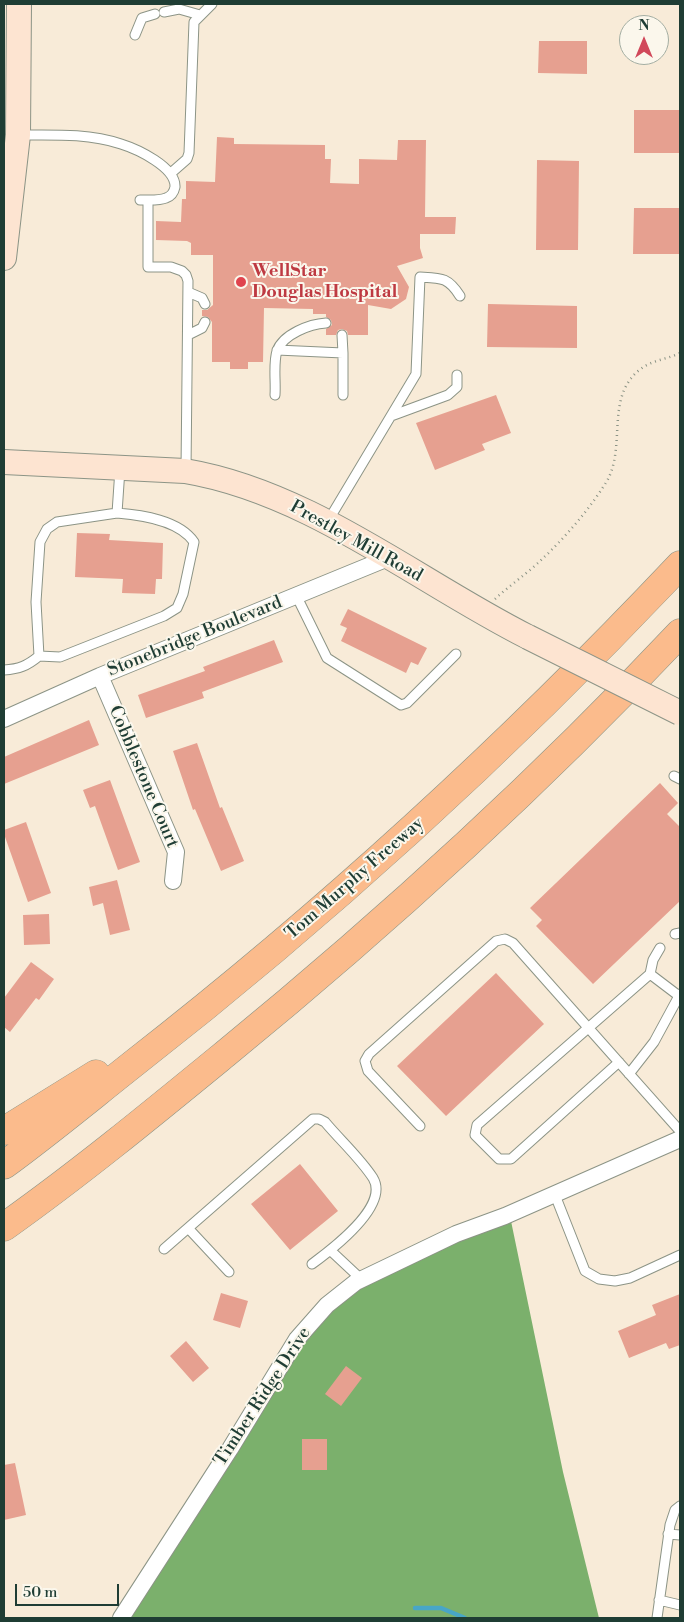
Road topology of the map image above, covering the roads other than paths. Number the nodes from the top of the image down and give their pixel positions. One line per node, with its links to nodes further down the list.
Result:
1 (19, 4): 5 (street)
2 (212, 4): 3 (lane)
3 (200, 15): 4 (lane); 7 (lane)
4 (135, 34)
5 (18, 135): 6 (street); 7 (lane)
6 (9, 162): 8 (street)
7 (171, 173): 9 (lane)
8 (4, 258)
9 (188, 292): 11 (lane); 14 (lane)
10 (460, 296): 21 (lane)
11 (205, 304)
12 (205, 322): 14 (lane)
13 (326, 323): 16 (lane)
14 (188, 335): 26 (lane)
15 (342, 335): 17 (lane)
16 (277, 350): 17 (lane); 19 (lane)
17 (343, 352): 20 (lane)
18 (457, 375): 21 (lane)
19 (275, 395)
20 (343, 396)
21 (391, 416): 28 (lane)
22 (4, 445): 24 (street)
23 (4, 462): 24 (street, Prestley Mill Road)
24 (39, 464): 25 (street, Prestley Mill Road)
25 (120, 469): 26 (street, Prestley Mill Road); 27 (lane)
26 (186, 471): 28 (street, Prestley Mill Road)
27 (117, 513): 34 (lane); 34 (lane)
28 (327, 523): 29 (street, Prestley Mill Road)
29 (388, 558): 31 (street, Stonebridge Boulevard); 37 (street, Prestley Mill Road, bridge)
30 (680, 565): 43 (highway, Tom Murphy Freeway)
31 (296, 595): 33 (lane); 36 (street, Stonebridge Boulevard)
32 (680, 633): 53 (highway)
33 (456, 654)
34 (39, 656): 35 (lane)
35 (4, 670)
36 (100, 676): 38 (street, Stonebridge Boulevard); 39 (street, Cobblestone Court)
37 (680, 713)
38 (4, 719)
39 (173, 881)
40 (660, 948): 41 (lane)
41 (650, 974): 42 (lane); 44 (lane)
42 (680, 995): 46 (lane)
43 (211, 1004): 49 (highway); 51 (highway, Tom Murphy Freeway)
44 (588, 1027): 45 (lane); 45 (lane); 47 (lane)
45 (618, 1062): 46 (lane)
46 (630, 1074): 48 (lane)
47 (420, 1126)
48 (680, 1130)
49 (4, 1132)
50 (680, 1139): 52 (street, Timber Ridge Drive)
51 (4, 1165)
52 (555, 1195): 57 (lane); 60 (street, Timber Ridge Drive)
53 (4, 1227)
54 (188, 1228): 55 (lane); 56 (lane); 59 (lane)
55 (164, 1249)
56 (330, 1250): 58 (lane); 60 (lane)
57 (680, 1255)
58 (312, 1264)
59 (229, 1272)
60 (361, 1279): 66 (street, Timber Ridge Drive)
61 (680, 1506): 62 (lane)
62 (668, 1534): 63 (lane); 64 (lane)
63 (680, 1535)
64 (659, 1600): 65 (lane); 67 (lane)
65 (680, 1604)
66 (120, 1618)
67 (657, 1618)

•••

Problem to solve -
Exactly as they stand, set down all of the entries above, minus every picture.

Task solution -
Road topology of the map image above, covering the roads other than paths. Number the nodes from the top of the image down and give their pixel positions. One line per node, with its links to nodes further down the list.
Result:
1 (19, 4): 5 (street)
2 (212, 4): 3 (lane)
3 (200, 15): 4 (lane); 7 (lane)
4 (135, 34)
5 (18, 135): 6 (street); 7 (lane)
6 (9, 162): 8 (street)
7 (171, 173): 9 (lane)
8 (4, 258)
9 (188, 292): 11 (lane); 14 (lane)
10 (460, 296): 21 (lane)
11 (205, 304)
12 (205, 322): 14 (lane)
13 (326, 323): 16 (lane)
14 (188, 335): 26 (lane)
15 (342, 335): 17 (lane)
16 (277, 350): 17 (lane); 19 (lane)
17 (343, 352): 20 (lane)
18 (457, 375): 21 (lane)
19 (275, 395)
20 (343, 396)
21 (391, 416): 28 (lane)
22 (4, 445): 24 (street)
23 (4, 462): 24 (street, Prestley Mill Road)
24 (39, 464): 25 (street, Prestley Mill Road)
25 (120, 469): 26 (street, Prestley Mill Road); 27 (lane)
26 (186, 471): 28 (street, Prestley Mill Road)
27 (117, 513): 34 (lane); 34 (lane)
28 (327, 523): 29 (street, Prestley Mill Road)
29 (388, 558): 31 (street, Stonebridge Boulevard); 37 (street, Prestley Mill Road, bridge)
30 (680, 565): 43 (highway, Tom Murphy Freeway)
31 (296, 595): 33 (lane); 36 (street, Stonebridge Boulevard)
32 (680, 633): 53 (highway)
33 (456, 654)
34 (39, 656): 35 (lane)
35 (4, 670)
36 (100, 676): 38 (street, Stonebridge Boulevard); 39 (street, Cobblestone Court)
37 (680, 713)
38 (4, 719)
39 (173, 881)
40 (660, 948): 41 (lane)
41 (650, 974): 42 (lane); 44 (lane)
42 (680, 995): 46 (lane)
43 (211, 1004): 49 (highway); 51 (highway, Tom Murphy Freeway)
44 (588, 1027): 45 (lane); 45 (lane); 47 (lane)
45 (618, 1062): 46 (lane)
46 (630, 1074): 48 (lane)
47 (420, 1126)
48 (680, 1130)
49 (4, 1132)
50 (680, 1139): 52 (street, Timber Ridge Drive)
51 (4, 1165)
52 (555, 1195): 57 (lane); 60 (street, Timber Ridge Drive)
53 (4, 1227)
54 (188, 1228): 55 (lane); 56 (lane); 59 (lane)
55 (164, 1249)
56 (330, 1250): 58 (lane); 60 (lane)
57 (680, 1255)
58 (312, 1264)
59 (229, 1272)
60 (361, 1279): 66 (street, Timber Ridge Drive)
61 (680, 1506): 62 (lane)
62 (668, 1534): 63 (lane); 64 (lane)
63 (680, 1535)
64 (659, 1600): 65 (lane); 67 (lane)
65 (680, 1604)
66 (120, 1618)
67 (657, 1618)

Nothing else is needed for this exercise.